Tory MP Chris Pincher resigns over groping allegations; Tamworth by-election will take place today

Sorry Pixie, I was replying to Omah’s O/P where there was no mention of young lads or my daughter, in which case my reply would have been very different.
I see the incident took place in a private club where probably the members would have welcomed his advances, or at least made their position clear that they were not interested.

Anybody would be better than The Fat Oaf.

The prime minister’s official spokesman said Mr Johnson knew of “allegations that were either resolved or did not progress to a formal complaint”, adding that “it was deemed not appropriate to stop an appointment simply because of unsubstantiated allegations”.

The spokesman added that Mr Pincher “had lots of skills and experience for the role”, but when asked whether Mr Johnson used the phrase “Pincher by name, pincher by nature”, said he would not comment on private conversations.

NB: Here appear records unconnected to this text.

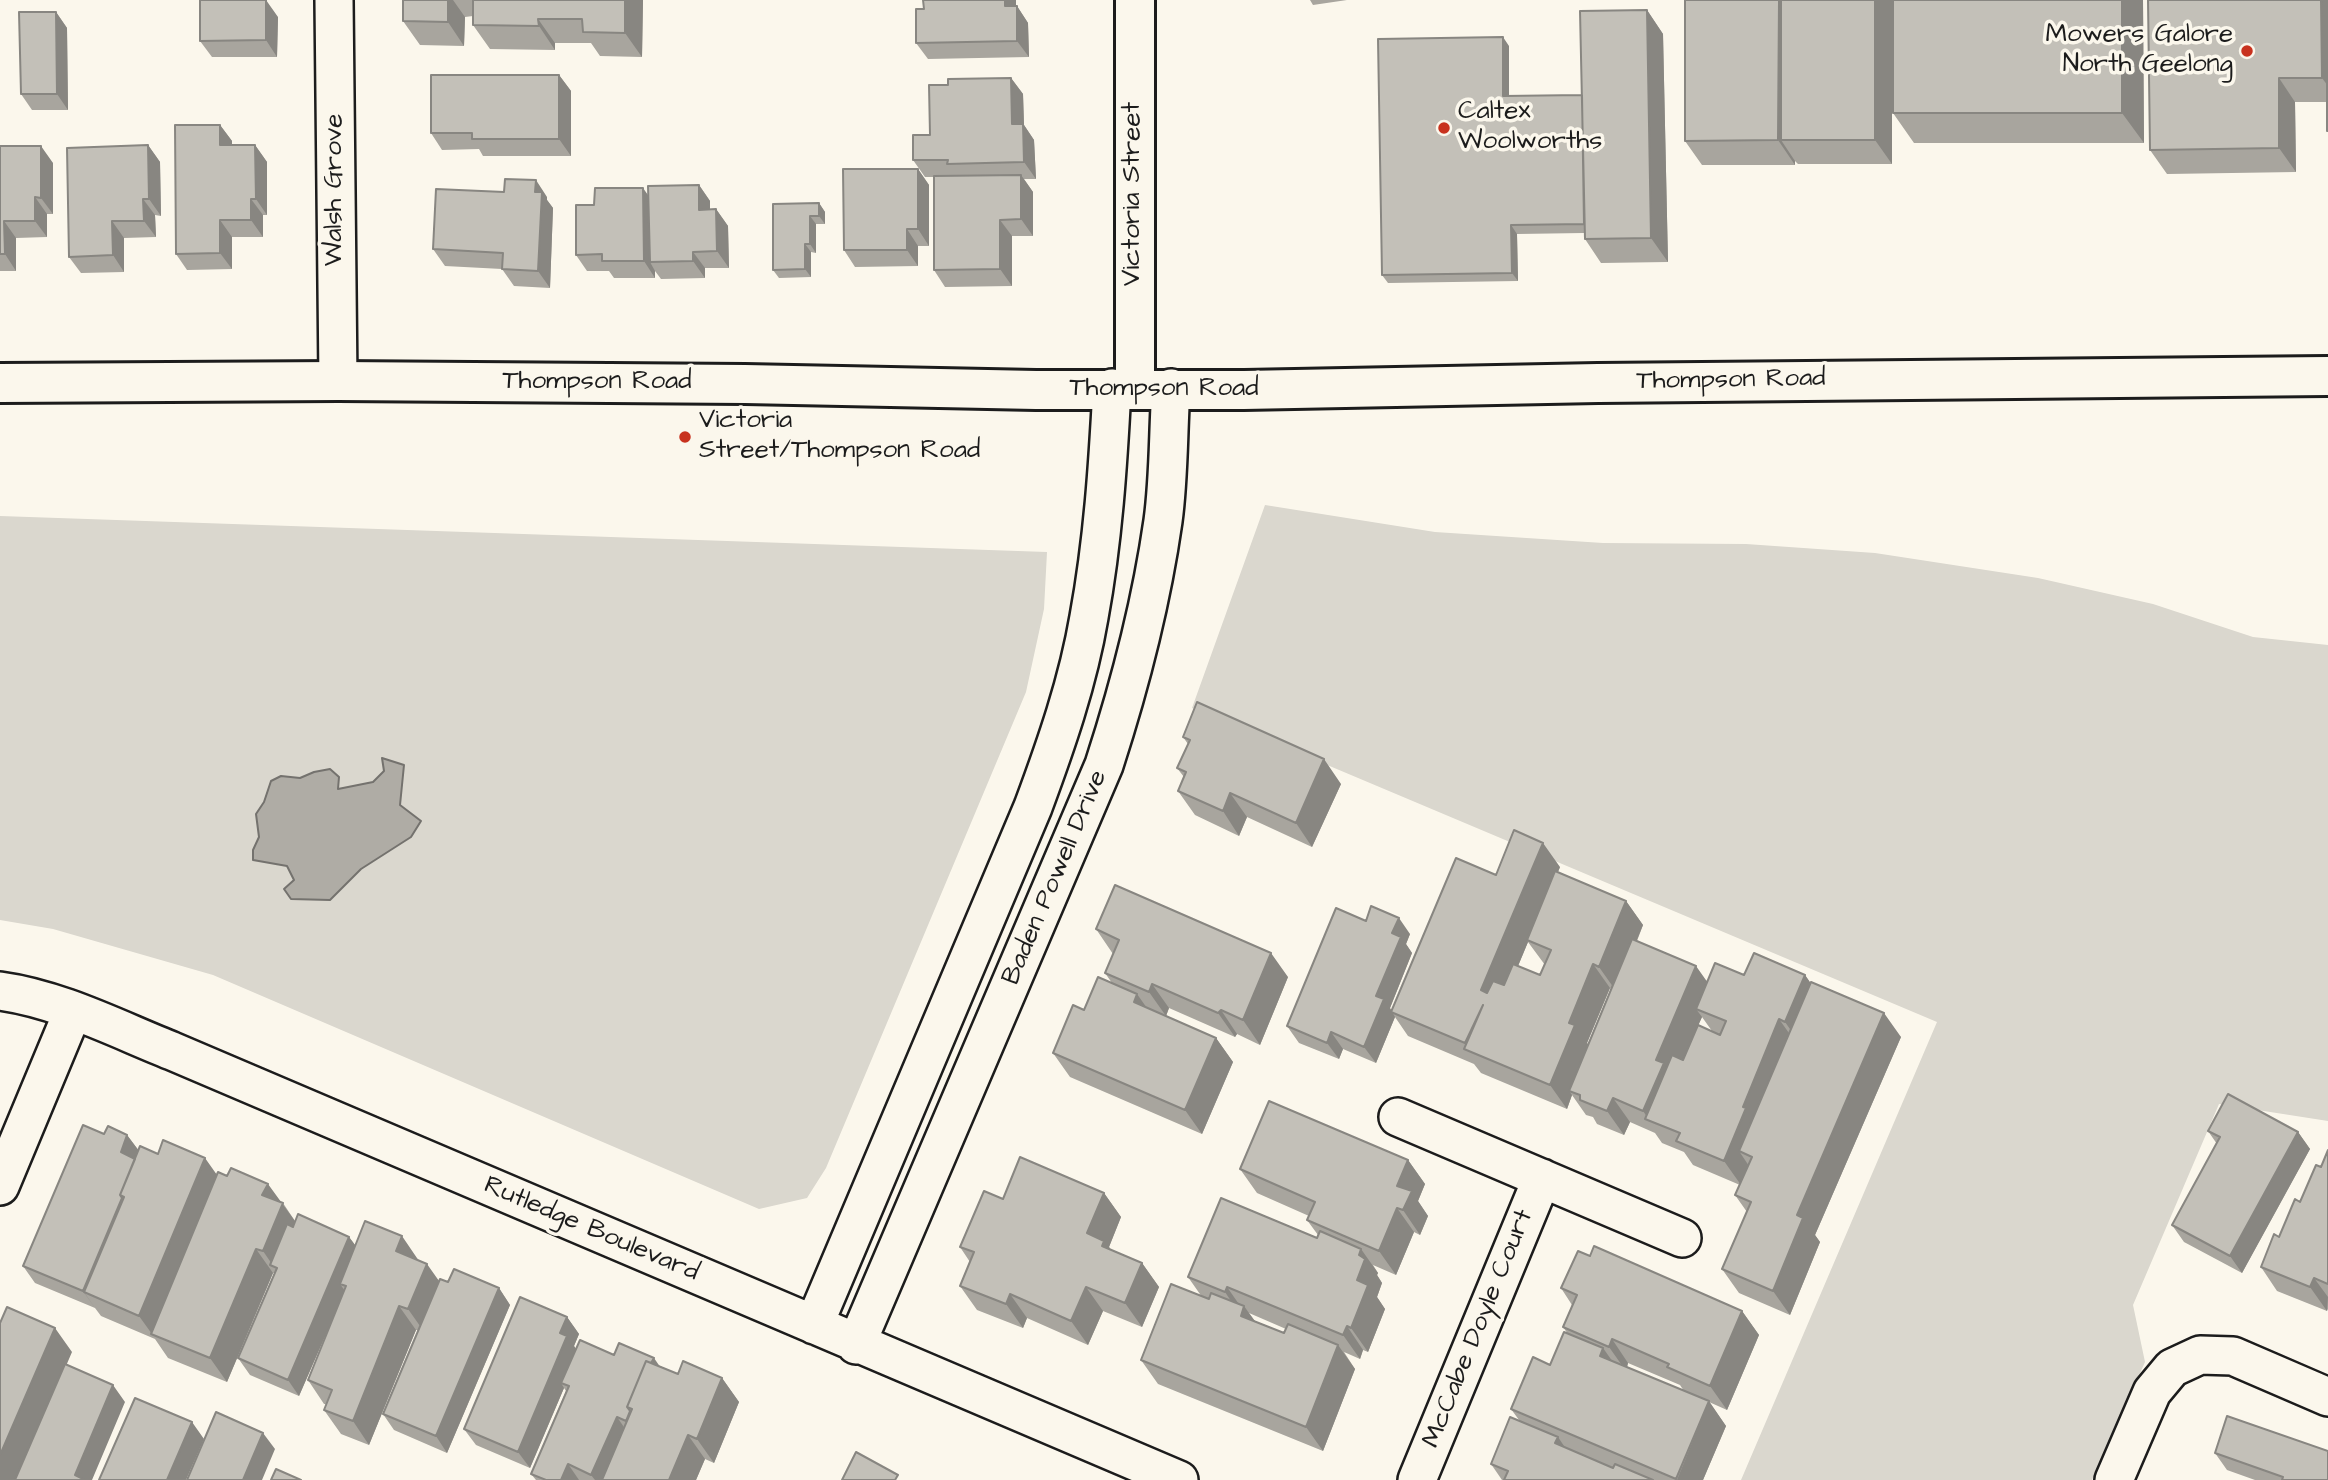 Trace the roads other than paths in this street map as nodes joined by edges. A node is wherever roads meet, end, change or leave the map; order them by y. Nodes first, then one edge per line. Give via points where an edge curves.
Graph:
1 (334, 0) edge
2 (1135, 0) edge
3 (2328, 376) edge
4 (338, 381) junction
5 (0, 383) edge
6 (1139, 388) junction
7 (0, 991) edge
8 (73, 1012) junction
9 (1398, 1117) dead end
10 (1542, 1178) junction
11 (0, 1186) edge
12 (870, 1191) junction
13 (914, 1211) junction
14 (1682, 1238) dead end
15 (814, 1325) junction
16 (856, 1345) junction
17 (2328, 1396) edge
18 (1179, 1480) edge
19 (1417, 1480) edge
20 (2114, 1480) edge

1 - 4 street, Walsh Grove
2 - 6 main road, Victoria Street
3 - 6 main road, Thompson Road
4 - 5 main road, Thompson Road
4 - 6 main road, Thompson Road
6 - 12 street, Baden Powell Drive via 1108,482 1082,653 1063,723 1034,807
6 - 13 street, Baden Powell Drive via 1166,495 1134,668 1090,803
7 - 8 street, Rutledge Boulevard
8 - 11 street
8 - 15 street, Rutledge Boulevard
9 - 10 street, McCabe Doyle Court
10 - 14 street, McCabe Doyle Court
10 - 19 street, McCabe Doyle Court
12 - 13 street
12 - 15 street, Baden Powell Drive
13 - 16 street, Baden Powell Drive
15 - 16 street, Rutledge Boulevard
16 - 18 street, Rutledge Boulevard
17 - 20 street via 2232,1356 2200,1355 2172,1368 2152,1392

Dragging the truth from BJ is like getting blood from a stone … :drop_of_blood:

Boris Johnson was "aware of media reports… of inappropriate behaviour" by disgraced MP Chris Pincher and sought advice before appointing him to be his deputy chief whip, Downing Street has confirmed.

Speaking to reporters on Monday, the prime minister’s official spokesman said Mr Johnson was “not aware of any specific allegations being looked at” and “in the absence of formal complaint, it was not deemed appropriate to stop an appointment on the basis of unsubstantiated allegations”.

But he said the PM was “aware of media reports that others had seen over the years and some allegations that were either resolved or did not progress to a formal complaint”, so sought advice from his propriety and ethics team before his appointment.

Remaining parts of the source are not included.